Form is really slow and fast for me. What could this mean?

Richard B. Kreckel kreckel at thep.physik.uni-mainz.de
Fri Mar 29 18:17:01 CET 2002


Hi,

On Fri, 29 Mar 2002, parisse wrote:
> Richard Fateman wrote:
> 
> > It is not necessary to have two .sorts in there.
> > I took out the first one, and it was just as fast.
> > Why should this help?
> > 
> > I tried this:
> > 
> > Symbols x,y,z;
> > Local q=(1+x+y+z)^20*(1+(1+z+x+y)^20)-(1+x+z+y)^20*(1+(1+z+x+y)^20);
> > Print;
> > .end
> > 
> > and it took about twice as long as the longest time.
> > (190 seconds)
> > 
> > I also tried
> > Local q=(1+x+y+z)^40
> >   and that takes about .98 seconds
> > Local q=(1+x+y+z)^40- (1+x+z+y)^40
> >   and that takes about 1.7 seconds.
> > 
> > What is going on?
> 
> 
> Taking the power is much faster simply because you do *not* apply
> the chinese powering algorithm as a simple cost analysis shows
> for any multivariate polynomial.

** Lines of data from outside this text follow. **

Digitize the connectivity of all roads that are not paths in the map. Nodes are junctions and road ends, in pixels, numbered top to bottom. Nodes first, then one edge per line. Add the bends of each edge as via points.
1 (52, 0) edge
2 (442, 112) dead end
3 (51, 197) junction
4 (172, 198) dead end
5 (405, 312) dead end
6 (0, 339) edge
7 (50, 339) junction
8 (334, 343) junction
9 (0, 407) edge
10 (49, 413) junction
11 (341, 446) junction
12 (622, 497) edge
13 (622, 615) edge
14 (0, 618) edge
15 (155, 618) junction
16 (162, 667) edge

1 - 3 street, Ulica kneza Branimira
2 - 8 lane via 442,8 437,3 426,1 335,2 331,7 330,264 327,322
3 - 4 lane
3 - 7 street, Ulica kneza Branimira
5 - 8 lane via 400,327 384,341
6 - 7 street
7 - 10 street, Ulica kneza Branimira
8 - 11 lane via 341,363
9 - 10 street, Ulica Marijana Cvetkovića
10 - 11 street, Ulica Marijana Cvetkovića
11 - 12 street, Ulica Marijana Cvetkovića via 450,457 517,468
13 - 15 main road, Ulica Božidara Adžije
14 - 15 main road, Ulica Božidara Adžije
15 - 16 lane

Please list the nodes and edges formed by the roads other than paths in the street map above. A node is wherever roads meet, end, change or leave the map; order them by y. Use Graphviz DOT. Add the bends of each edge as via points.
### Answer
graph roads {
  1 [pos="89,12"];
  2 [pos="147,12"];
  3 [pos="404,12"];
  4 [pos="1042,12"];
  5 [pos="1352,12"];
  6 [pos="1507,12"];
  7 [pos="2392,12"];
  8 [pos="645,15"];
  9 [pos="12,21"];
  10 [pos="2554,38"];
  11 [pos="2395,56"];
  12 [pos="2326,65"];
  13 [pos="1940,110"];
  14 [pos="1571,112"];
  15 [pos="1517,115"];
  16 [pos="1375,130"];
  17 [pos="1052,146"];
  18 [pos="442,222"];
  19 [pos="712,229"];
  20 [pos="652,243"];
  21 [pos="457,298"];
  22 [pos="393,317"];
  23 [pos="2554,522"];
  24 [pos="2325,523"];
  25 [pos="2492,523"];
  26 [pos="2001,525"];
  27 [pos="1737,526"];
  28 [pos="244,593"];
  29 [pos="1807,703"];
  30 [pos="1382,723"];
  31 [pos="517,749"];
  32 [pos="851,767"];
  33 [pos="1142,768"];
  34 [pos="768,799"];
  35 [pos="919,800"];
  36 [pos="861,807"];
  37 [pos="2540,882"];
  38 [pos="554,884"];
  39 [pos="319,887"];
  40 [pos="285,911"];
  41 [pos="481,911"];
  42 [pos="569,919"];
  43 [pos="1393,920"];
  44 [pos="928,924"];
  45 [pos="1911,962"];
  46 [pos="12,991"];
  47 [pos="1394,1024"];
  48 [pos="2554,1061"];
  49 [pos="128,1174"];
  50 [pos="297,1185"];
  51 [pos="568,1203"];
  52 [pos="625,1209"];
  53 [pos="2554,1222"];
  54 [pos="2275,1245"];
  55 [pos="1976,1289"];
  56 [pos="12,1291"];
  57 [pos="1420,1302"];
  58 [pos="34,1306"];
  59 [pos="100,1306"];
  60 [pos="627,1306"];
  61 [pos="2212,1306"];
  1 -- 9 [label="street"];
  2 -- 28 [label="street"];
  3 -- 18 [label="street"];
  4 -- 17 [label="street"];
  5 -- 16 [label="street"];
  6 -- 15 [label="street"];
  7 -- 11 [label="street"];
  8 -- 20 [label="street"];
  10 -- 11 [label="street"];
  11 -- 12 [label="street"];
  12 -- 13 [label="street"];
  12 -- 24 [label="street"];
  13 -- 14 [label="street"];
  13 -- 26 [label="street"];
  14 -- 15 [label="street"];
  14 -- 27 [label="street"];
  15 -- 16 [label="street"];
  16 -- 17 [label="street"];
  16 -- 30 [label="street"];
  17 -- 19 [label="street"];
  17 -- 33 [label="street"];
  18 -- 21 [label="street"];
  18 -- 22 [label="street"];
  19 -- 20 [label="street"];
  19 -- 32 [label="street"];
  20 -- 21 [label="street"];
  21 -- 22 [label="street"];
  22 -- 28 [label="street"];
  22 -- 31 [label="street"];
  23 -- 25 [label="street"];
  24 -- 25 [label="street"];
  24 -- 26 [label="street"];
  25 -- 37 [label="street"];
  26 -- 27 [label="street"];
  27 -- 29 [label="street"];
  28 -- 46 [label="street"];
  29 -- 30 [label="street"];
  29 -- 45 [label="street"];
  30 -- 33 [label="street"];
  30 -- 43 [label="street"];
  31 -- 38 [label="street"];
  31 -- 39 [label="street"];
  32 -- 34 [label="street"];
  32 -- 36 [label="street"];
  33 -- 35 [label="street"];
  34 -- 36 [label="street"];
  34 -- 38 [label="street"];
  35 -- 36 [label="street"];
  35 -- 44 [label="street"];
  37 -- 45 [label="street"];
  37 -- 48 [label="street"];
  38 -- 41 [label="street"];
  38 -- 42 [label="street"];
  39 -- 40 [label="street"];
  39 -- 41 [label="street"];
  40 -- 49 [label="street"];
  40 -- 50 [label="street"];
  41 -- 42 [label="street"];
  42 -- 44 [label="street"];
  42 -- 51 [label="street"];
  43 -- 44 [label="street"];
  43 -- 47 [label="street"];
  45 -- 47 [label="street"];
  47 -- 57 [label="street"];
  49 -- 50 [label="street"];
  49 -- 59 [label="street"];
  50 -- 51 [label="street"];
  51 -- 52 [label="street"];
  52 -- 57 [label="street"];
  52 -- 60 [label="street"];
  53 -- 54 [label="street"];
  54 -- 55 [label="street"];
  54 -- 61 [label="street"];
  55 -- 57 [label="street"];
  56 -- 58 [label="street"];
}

Just make the 40* multiplication loop.

Honestly, I've never heard the term "chinese powering".  I assume you mean
fast exponentiation (by successively going through the binary
representation of the integer exponent)?  Sure the multiplication loops
are much faster.  I guess this is what Knuth means in volume 2, in his
section "evaluation of powers".  BTW, even faster you can directly build
up the result with the proper coefficients in place (as GiNaC does in
power::expand_add(), slightly fixed in CVS, too).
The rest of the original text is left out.